WHAT THE TASK ASKS -
Transcribe each record exactly as it appears.

=== INPUT DATA ===

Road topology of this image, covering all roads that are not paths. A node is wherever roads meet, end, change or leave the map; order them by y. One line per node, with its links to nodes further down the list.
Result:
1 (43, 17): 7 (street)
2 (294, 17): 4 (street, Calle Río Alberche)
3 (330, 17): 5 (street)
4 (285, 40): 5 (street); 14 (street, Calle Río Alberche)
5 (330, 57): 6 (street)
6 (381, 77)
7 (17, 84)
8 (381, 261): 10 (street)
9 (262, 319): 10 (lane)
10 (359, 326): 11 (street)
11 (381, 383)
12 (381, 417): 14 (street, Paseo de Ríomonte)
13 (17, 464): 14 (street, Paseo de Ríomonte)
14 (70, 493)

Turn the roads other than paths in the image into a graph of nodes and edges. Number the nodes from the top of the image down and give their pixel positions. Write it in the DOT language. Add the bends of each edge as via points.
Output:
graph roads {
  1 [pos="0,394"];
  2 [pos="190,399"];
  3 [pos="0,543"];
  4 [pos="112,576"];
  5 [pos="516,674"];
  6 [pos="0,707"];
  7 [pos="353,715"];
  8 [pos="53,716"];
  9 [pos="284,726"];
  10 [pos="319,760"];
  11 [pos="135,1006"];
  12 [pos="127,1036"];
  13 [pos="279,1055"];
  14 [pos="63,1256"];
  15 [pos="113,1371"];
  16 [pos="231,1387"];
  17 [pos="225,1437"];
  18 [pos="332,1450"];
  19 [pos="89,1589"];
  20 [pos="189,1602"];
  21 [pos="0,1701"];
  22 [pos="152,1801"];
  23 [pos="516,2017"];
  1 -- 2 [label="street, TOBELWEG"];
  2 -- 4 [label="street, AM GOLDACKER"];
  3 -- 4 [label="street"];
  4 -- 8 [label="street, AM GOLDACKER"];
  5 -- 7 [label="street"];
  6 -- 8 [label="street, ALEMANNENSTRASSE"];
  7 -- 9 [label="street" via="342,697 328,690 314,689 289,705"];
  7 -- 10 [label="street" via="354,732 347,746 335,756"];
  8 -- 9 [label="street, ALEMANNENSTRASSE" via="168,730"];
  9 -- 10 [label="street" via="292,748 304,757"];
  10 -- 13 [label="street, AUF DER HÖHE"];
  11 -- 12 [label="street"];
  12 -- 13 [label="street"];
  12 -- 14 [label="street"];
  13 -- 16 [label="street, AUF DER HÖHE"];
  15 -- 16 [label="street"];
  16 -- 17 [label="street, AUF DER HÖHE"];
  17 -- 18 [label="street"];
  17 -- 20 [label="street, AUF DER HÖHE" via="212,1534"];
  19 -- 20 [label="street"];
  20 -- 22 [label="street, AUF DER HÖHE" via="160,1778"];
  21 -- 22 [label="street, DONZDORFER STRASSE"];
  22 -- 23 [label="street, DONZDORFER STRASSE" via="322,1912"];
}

===

OUTPUT FOR THIS TASK -
Road topology of this image, covering all roads that are not paths. A node is wherever roads meet, end, change or leave the map; order them by y. One line per node, with its links to nodes further down the list.
Result:
1 (43, 17): 7 (street)
2 (294, 17): 4 (street, Calle Río Alberche)
3 (330, 17): 5 (street)
4 (285, 40): 5 (street); 14 (street, Calle Río Alberche)
5 (330, 57): 6 (street)
6 (381, 77)
7 (17, 84)
8 (381, 261): 10 (street)
9 (262, 319): 10 (lane)
10 (359, 326): 11 (street)
11 (381, 383)
12 (381, 417): 14 (street, Paseo de Ríomonte)
13 (17, 464): 14 (street, Paseo de Ríomonte)
14 (70, 493)

Turn the roads other than paths in the image into a graph of nodes and edges. Number the nodes from the top of the image down and give their pixel positions. Write it in the DOT language. Add the bends of each edge as via points.
Output:
graph roads {
  1 [pos="0,394"];
  2 [pos="190,399"];
  3 [pos="0,543"];
  4 [pos="112,576"];
  5 [pos="516,674"];
  6 [pos="0,707"];
  7 [pos="353,715"];
  8 [pos="53,716"];
  9 [pos="284,726"];
  10 [pos="319,760"];
  11 [pos="135,1006"];
  12 [pos="127,1036"];
  13 [pos="279,1055"];
  14 [pos="63,1256"];
  15 [pos="113,1371"];
  16 [pos="231,1387"];
  17 [pos="225,1437"];
  18 [pos="332,1450"];
  19 [pos="89,1589"];
  20 [pos="189,1602"];
  21 [pos="0,1701"];
  22 [pos="152,1801"];
  23 [pos="516,2017"];
  1 -- 2 [label="street, TOBELWEG"];
  2 -- 4 [label="street, AM GOLDACKER"];
  3 -- 4 [label="street"];
  4 -- 8 [label="street, AM GOLDACKER"];
  5 -- 7 [label="street"];
  6 -- 8 [label="street, ALEMANNENSTRASSE"];
  7 -- 9 [label="street" via="342,697 328,690 314,689 289,705"];
  7 -- 10 [label="street" via="354,732 347,746 335,756"];
  8 -- 9 [label="street, ALEMANNENSTRASSE" via="168,730"];
  9 -- 10 [label="street" via="292,748 304,757"];
  10 -- 13 [label="street, AUF DER HÖHE"];
  11 -- 12 [label="street"];
  12 -- 13 [label="street"];
  12 -- 14 [label="street"];
  13 -- 16 [label="street, AUF DER HÖHE"];
  15 -- 16 [label="street"];
  16 -- 17 [label="street, AUF DER HÖHE"];
  17 -- 18 [label="street"];
  17 -- 20 [label="street, AUF DER HÖHE" via="212,1534"];
  19 -- 20 [label="street"];
  20 -- 22 [label="street, AUF DER HÖHE" via="160,1778"];
  21 -- 22 [label="street, DONZDORFER STRASSE"];
  22 -- 23 [label="street, DONZDORFER STRASSE" via="322,1912"];
}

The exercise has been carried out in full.